■ **Task to complete**:
Each entry needs to be reproduced verbatim.

■ **Dataset content**:
..........
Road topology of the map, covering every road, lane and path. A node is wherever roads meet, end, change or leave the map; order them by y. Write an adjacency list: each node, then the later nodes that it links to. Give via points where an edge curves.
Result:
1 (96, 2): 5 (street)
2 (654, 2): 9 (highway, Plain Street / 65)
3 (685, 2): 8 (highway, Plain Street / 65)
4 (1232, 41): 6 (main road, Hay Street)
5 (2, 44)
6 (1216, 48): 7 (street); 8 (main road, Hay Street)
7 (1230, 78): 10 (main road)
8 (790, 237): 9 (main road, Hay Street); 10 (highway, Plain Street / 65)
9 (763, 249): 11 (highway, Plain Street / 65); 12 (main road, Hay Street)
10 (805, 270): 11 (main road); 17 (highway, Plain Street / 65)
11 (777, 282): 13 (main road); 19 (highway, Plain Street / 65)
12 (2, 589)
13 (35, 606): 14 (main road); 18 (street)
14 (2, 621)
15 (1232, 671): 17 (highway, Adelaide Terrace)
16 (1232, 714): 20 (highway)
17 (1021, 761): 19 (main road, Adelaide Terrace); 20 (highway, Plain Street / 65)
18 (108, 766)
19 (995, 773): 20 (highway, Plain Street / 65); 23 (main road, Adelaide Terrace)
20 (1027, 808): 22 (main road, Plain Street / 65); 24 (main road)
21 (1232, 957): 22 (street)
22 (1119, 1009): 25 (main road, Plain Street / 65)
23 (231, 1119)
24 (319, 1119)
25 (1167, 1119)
..........
■ **Reply**:
Road topology of the map, covering every road, lane and path. A node is wherever roads meet, end, change or leave the map; order them by y. Write an adjacency list: each node, then the later nodes that it links to. Give via points where an edge curves.
Result:
1 (96, 2): 5 (street)
2 (654, 2): 9 (highway, Plain Street / 65)
3 (685, 2): 8 (highway, Plain Street / 65)
4 (1232, 41): 6 (main road, Hay Street)
5 (2, 44)
6 (1216, 48): 7 (street); 8 (main road, Hay Street)
7 (1230, 78): 10 (main road)
8 (790, 237): 9 (main road, Hay Street); 10 (highway, Plain Street / 65)
9 (763, 249): 11 (highway, Plain Street / 65); 12 (main road, Hay Street)
10 (805, 270): 11 (main road); 17 (highway, Plain Street / 65)
11 (777, 282): 13 (main road); 19 (highway, Plain Street / 65)
12 (2, 589)
13 (35, 606): 14 (main road); 18 (street)
14 (2, 621)
15 (1232, 671): 17 (highway, Adelaide Terrace)
16 (1232, 714): 20 (highway)
17 (1021, 761): 19 (main road, Adelaide Terrace); 20 (highway, Plain Street / 65)
18 (108, 766)
19 (995, 773): 20 (highway, Plain Street / 65); 23 (main road, Adelaide Terrace)
20 (1027, 808): 22 (main road, Plain Street / 65); 24 (main road)
21 (1232, 957): 22 (street)
22 (1119, 1009): 25 (main road, Plain Street / 65)
23 (231, 1119)
24 (319, 1119)
25 (1167, 1119)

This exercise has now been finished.